Biochemical Journal ◽

10.1042/bj3360367 ◽

1998 ◽

Vol 336 (2) ◽

pp. 367-371 ◽

Cited By ~ 30

Author(s):

Leen AMERY ◽

Chantal BREES ◽

Myriam BAES ◽

Chiaki SETOYAMA ◽

Retsu MIURA ◽

...

Keyword(s):

Green Fluorescent Protein ◽

Amino Acid ◽

Fluorescent Protein ◽

Consensus Sequence ◽

C Terminus ◽

Targeting Signal ◽

Fluorescent Pattern ◽

Green Fluorescent ◽

Positively Charged

The functionality of the C-terminus (Ser-Asn-Leu; SNL) of human d-aspartate oxidase, an enzyme proposed to have a role in the inactivation of synaptically released d-aspartate, as a peroxisome-targeting signal (PTS1) was investigated in vivoand in vitro. Bacterially expressed human d-aspartate oxidase was shown to interact with the human PTS1-binding protein, peroxin protein 5 (PEX5p). Binding was gradually abolished by carboxypeptidase treatment of the oxidase and competitively inhibited by a Ser-Lys-Leu (SKL)-containing peptide. After transfection of mouse fibroblasts with a plasmid encoding green fluorescent protein (GFP) extended by PKSNL (the C-terminal pentapeptide of the oxidase), a punctate fluorescent pattern was evident. The modified GFP co-localized with peroxisomal thiolase as shown by indirect immunofluorescence.

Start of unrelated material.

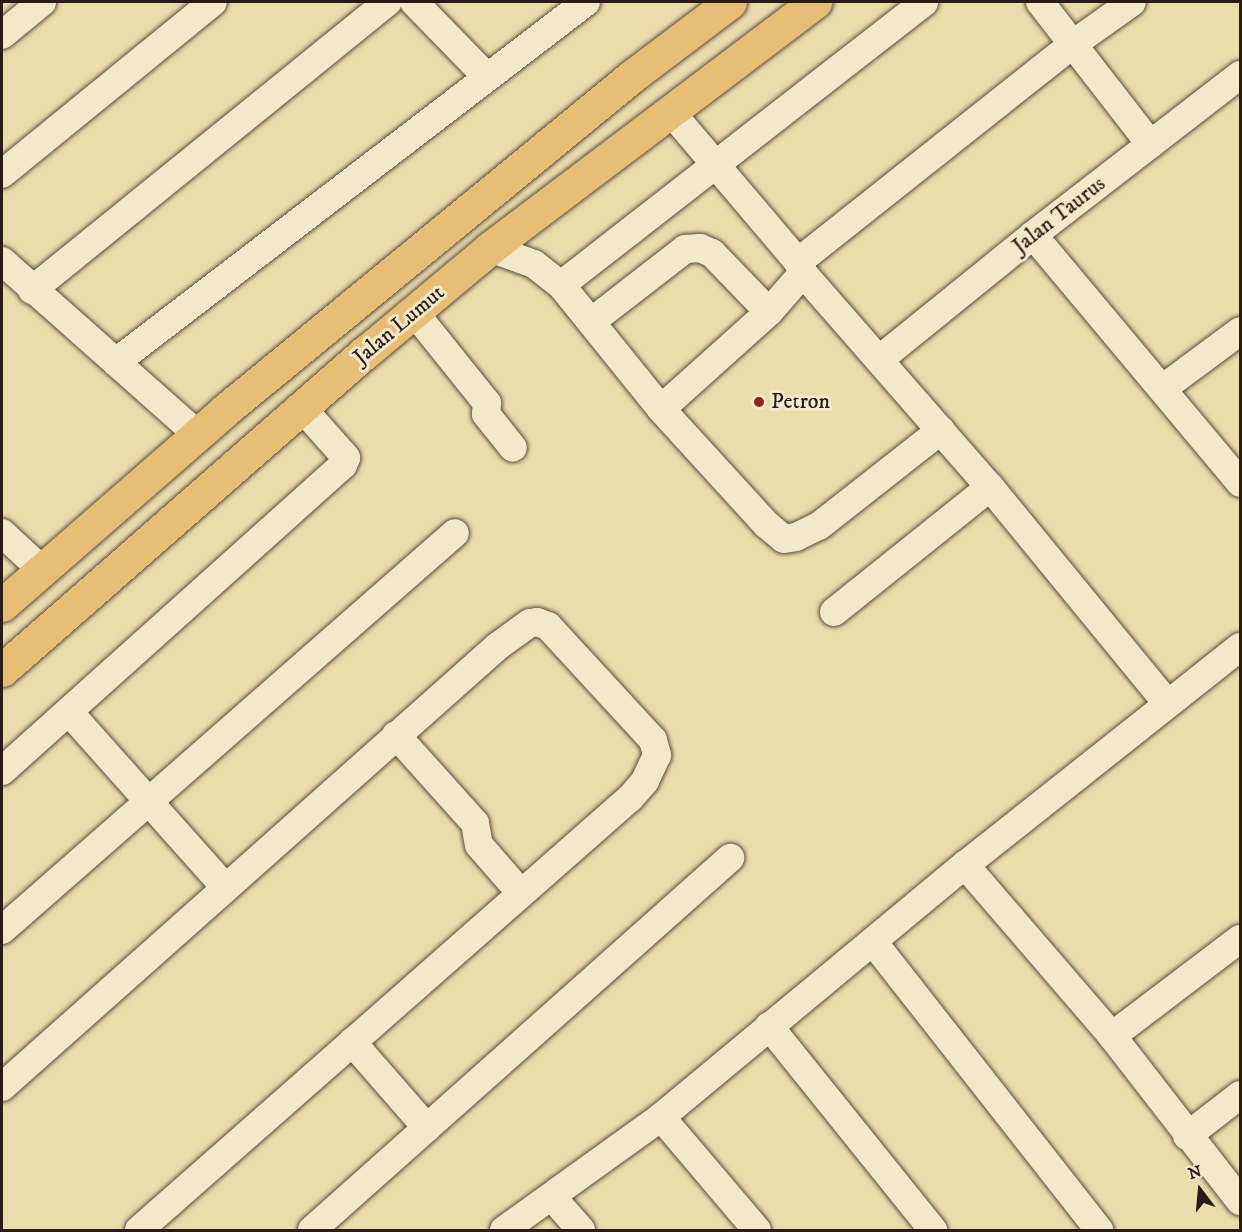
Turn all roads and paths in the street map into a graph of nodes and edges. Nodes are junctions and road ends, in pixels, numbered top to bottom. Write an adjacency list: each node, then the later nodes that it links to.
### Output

On transfection in fibroblasts lacking PEX5p receptor, GFP–PKSNL staining was cytosolic. Peroxisomal import of GFP extended by PGSNL (replacement of the positively charged fourth-last amino acid by glycine) seemed to be slower than that of GFP–PKSNL, whereas extension by PKSNG abolished the import of the modified GFP. Taken together, these results indicate that SNL, a tripeptide not fitting the PTS1 consensus currently defined in mammalian systems, acts as a functional PTS1 in mammalian systems, and that the consensus sequence, based on this work and that of other groups, has to be broadened to (S/A/C/K/N)-(K/R/H/Q/N/S)-L.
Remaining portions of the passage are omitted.